Therefore, when a collapse occurs or a downtrend
starts, I know that opportunity is coming. Other
investors are fleeing their stocks while I am
benefiting from the higher put premiums as
volatility is rising. To understand volatility you
might want to consider
reading
Understanding The VIX. It is volatility that is
the put sellers greatest friend. When panic ensues
volatility climbs and put premiums rise
dramatically. Suddenly monthly premiums that might
have paid me 1 percent are 4% in a correction or even 8% in
a crash.
It is Rule #2 then that creates enormous profit
potential. These profit potentials are unmatched by
any other type of investment and these profit
potentials can appear every so many years. Therefore
while I am content aiming for 12% a year in my
option selling, I know that by always remembering with Rule #1, I can
make enormous profits while other investors flee in
horror from the collapsing stocks. It is not
uncommon for my portfolios to earn 60% or better in
bear markets. In the last 10 years I have been in
two bear markets and lots of market and stock
corrections. Earnings of 60% twice in those periods
of time have meant I have more than doubled my
entire portfolio.
This is why I have always stayed clear of stocks
such as
Crocs which I discussed in Rule #1 of this
article. While it is true that there is the
potential to earn enormous profits by buying such
stocks as Crocs at the low, it is also equally true
that not only cannot I not guess where the bottom is
in a stock such as Crocs, but also many such
companies end up in disaster and can wipe out a
portfolio that took years to make.
Instead I prefer my strategy of picking companies
that are well diversified, larger than many banks and have
enormous futures ahead of them. Here are a few
examples:
Below is a 2001 stock chart from one of my favorite
stocks, Intel Corporation (INTC). Of particular note is the
2001 price points which are not very far off from where
Intel trades presently. I had been selling puts in
Intel throughout much of 2001. Then in August I had
sold 10 Oct $22 put contracts for .33
cents when the market changed direction.
When the market crashed that September, I
immediately put capital to work in Intel. On
September 19 2001 I sold 10 October $22 puts for
$1.45. That is 6.5% when weeks earlier I had
sold the same strike for just .33 cents.
The following day as panic continued, I sold
10 puts October $22 at $1.95. That is 8.8%. The next day the
market really tumbled and Intel fell to $18.96 and I
sold 10 October $20 puts for a terrific $1.58 or
7.9%. I
then bought 1000 shares of Intel at $19.10.

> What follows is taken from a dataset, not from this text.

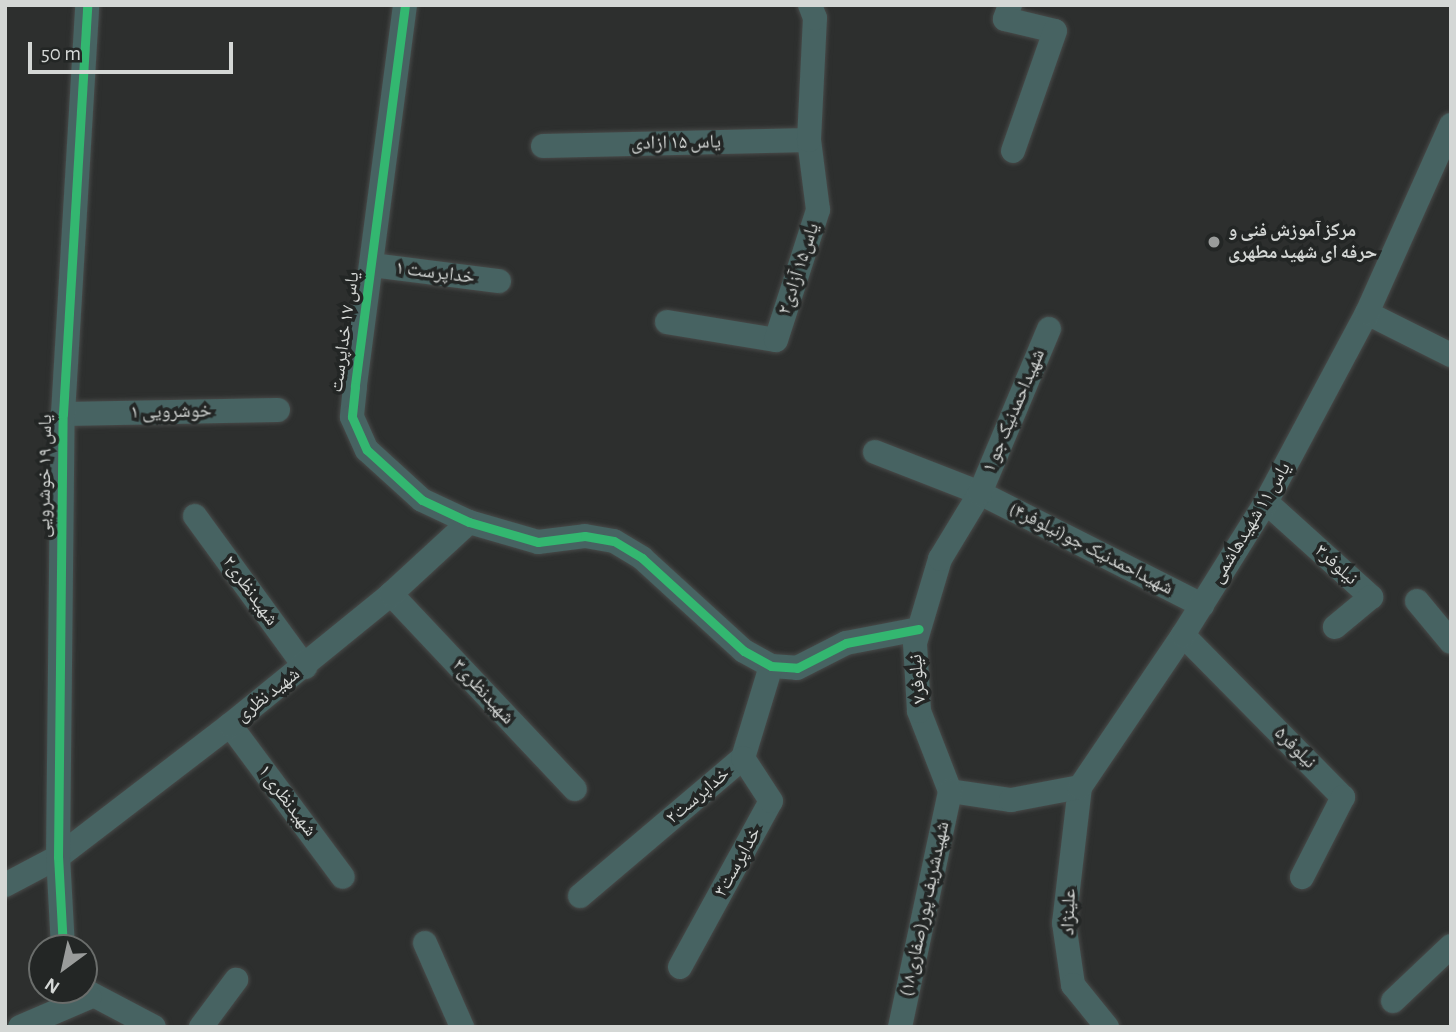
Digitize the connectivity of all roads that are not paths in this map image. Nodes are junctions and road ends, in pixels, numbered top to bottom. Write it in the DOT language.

Total income over the 3 days was - $4980.00. Total
Capital committed to puts over the 3 days was
$64,000.00 - Total return = 7.7%
By October 11 the stock closed at $24.51 and I sold
covered calls on my shares. I sold the November
$22.00 for $2.95.
The puts all expired in October including the puts I had sold in August
for just .33 cents and my shares were
exercised in November.
Total return = Naked Puts Sold During Crash -
$4980.00
Stock Covered Calls -
$2950.00
Stock Exercised -
$2900.00
Total Earnings -
$10,830.00
Total Of Capital Used -
$83,100.00
Total Return From Crash = 13%
Below is the Volatility Index Chart for the
September 2001 period. With the volatility up to
49.00 the put premiums in particularly escalated
throughout the day. This is the type of volatility I
am seeking as a put seller. However in order to
benefit from it, I have to be comfortable with the
stocks I am selling puts against. That's why Rule #2
is so important.
Then just another year later, there
was another crash, which ended up bigger than 2001.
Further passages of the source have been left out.